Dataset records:
⁂

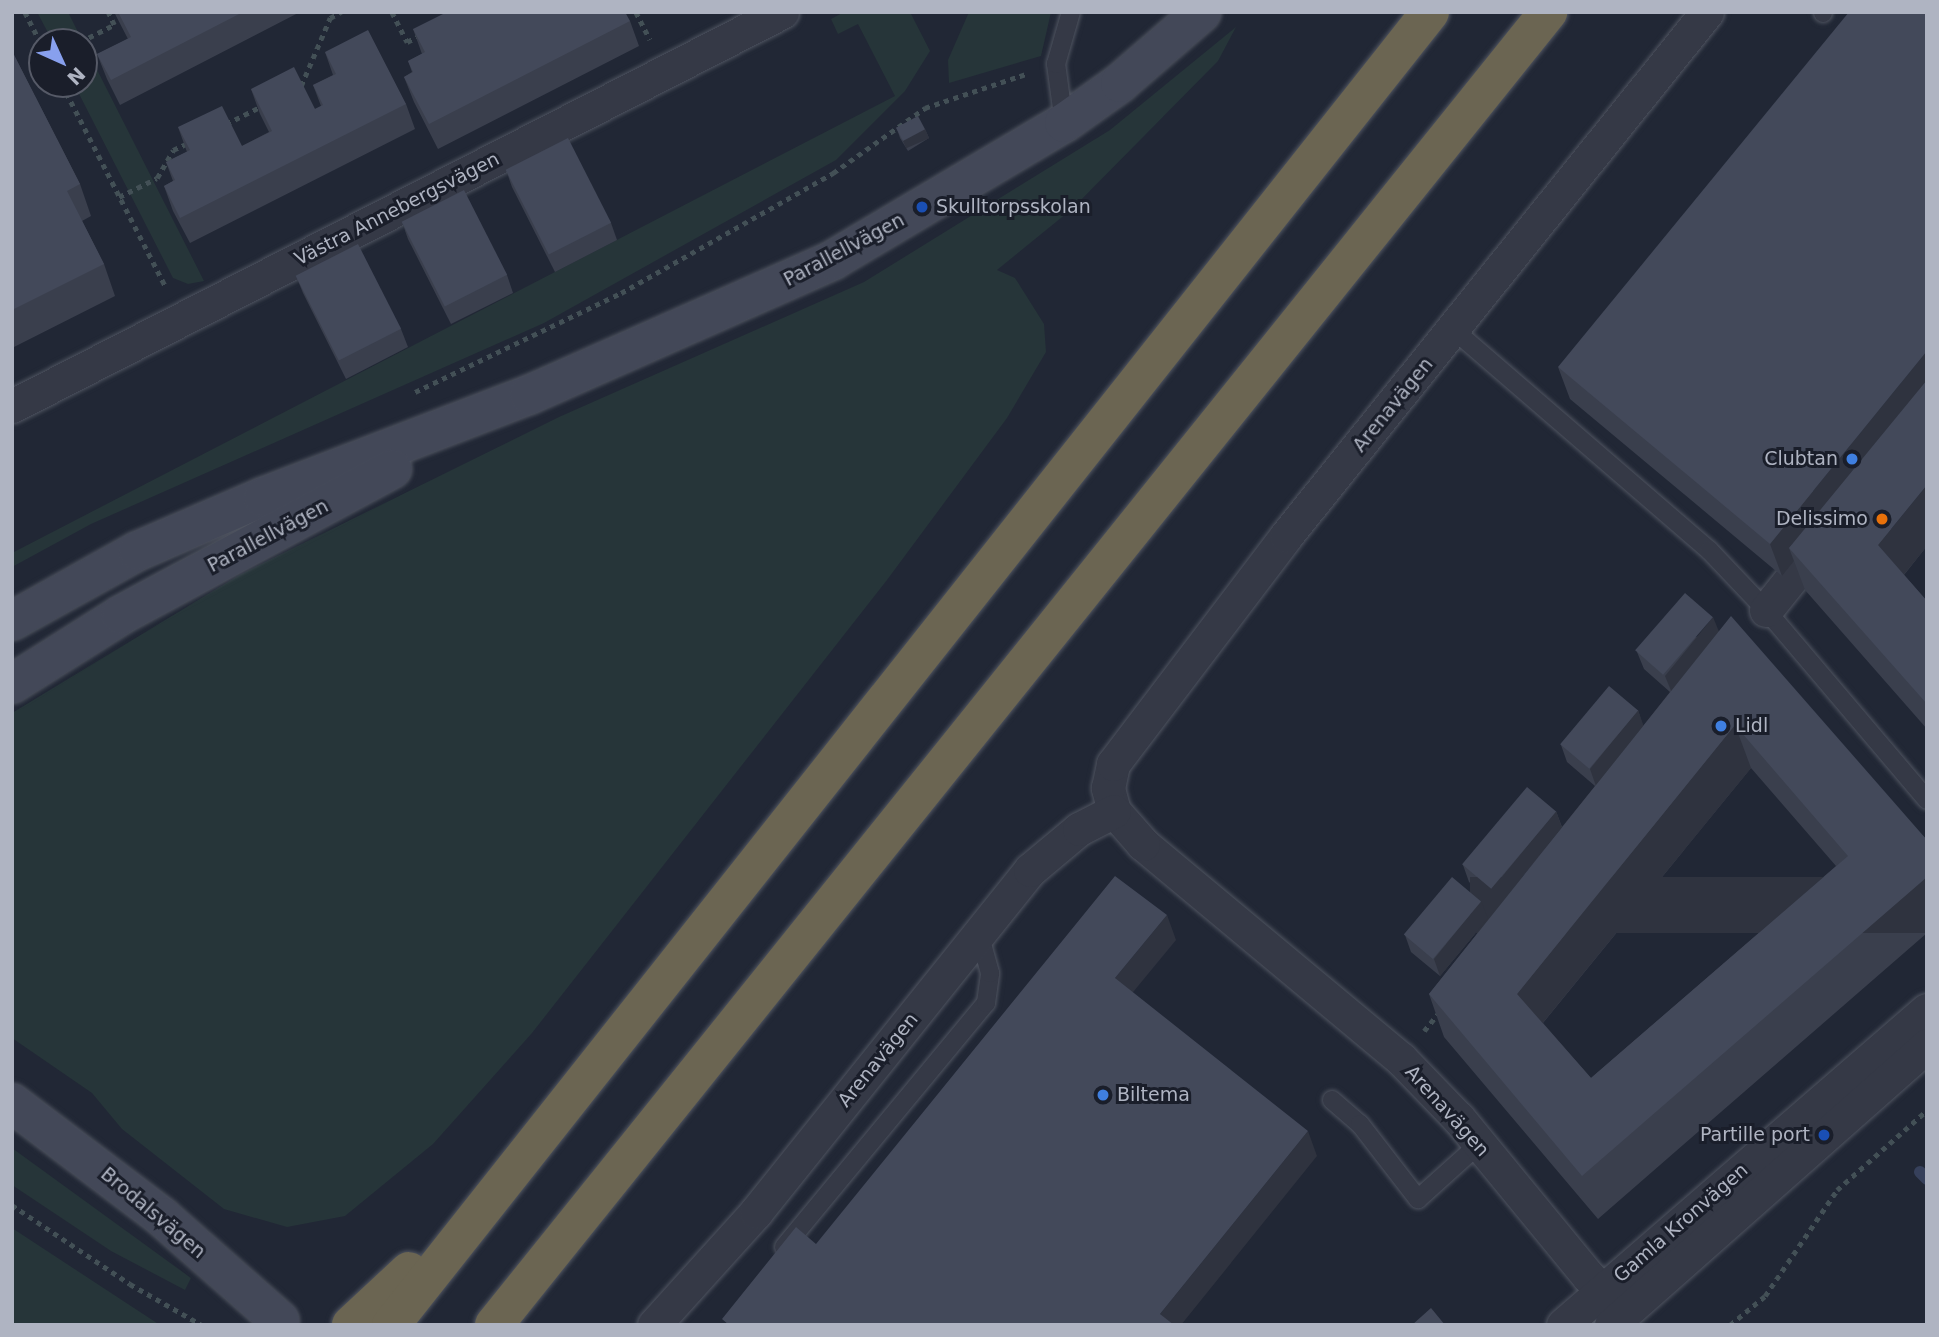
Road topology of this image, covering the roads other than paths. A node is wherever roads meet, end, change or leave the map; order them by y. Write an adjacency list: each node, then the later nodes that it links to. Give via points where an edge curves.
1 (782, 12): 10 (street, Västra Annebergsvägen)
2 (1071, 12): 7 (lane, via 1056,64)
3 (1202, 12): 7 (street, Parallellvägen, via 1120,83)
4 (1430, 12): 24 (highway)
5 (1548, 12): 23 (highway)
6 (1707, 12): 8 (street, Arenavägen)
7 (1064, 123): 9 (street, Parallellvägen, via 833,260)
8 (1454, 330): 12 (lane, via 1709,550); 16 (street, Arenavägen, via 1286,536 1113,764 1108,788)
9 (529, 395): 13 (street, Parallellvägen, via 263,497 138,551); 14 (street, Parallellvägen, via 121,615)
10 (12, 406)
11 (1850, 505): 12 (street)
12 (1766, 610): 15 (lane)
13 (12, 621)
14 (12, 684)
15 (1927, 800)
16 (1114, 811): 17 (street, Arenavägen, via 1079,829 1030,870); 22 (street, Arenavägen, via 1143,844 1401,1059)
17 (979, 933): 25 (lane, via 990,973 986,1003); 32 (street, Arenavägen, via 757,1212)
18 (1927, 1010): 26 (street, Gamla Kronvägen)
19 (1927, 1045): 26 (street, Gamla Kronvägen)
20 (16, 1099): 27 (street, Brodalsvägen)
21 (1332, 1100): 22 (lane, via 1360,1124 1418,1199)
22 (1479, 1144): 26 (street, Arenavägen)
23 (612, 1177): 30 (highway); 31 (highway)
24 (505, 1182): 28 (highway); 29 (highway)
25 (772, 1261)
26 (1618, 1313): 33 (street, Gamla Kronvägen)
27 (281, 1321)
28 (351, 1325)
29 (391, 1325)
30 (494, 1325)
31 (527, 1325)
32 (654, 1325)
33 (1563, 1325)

⁂

PROBLEM = Your copy should hold each line above exactly and no pictures at all.

WRITTEN SOLUTION =
Road topology of this image, covering the roads other than paths. A node is wherever roads meet, end, change or leave the map; order them by y. Write an adjacency list: each node, then the later nodes that it links to. Give via points where an edge curves.
1 (782, 12): 10 (street, Västra Annebergsvägen)
2 (1071, 12): 7 (lane, via 1056,64)
3 (1202, 12): 7 (street, Parallellvägen, via 1120,83)
4 (1430, 12): 24 (highway)
5 (1548, 12): 23 (highway)
6 (1707, 12): 8 (street, Arenavägen)
7 (1064, 123): 9 (street, Parallellvägen, via 833,260)
8 (1454, 330): 12 (lane, via 1709,550); 16 (street, Arenavägen, via 1286,536 1113,764 1108,788)
9 (529, 395): 13 (street, Parallellvägen, via 263,497 138,551); 14 (street, Parallellvägen, via 121,615)
10 (12, 406)
11 (1850, 505): 12 (street)
12 (1766, 610): 15 (lane)
13 (12, 621)
14 (12, 684)
15 (1927, 800)
16 (1114, 811): 17 (street, Arenavägen, via 1079,829 1030,870); 22 (street, Arenavägen, via 1143,844 1401,1059)
17 (979, 933): 25 (lane, via 990,973 986,1003); 32 (street, Arenavägen, via 757,1212)
18 (1927, 1010): 26 (street, Gamla Kronvägen)
19 (1927, 1045): 26 (street, Gamla Kronvägen)
20 (16, 1099): 27 (street, Brodalsvägen)
21 (1332, 1100): 22 (lane, via 1360,1124 1418,1199)
22 (1479, 1144): 26 (street, Arenavägen)
23 (612, 1177): 30 (highway); 31 (highway)
24 (505, 1182): 28 (highway); 29 (highway)
25 (772, 1261)
26 (1618, 1313): 33 (street, Gamla Kronvägen)
27 (281, 1321)
28 (351, 1325)
29 (391, 1325)
30 (494, 1325)
31 (527, 1325)
32 (654, 1325)
33 (1563, 1325)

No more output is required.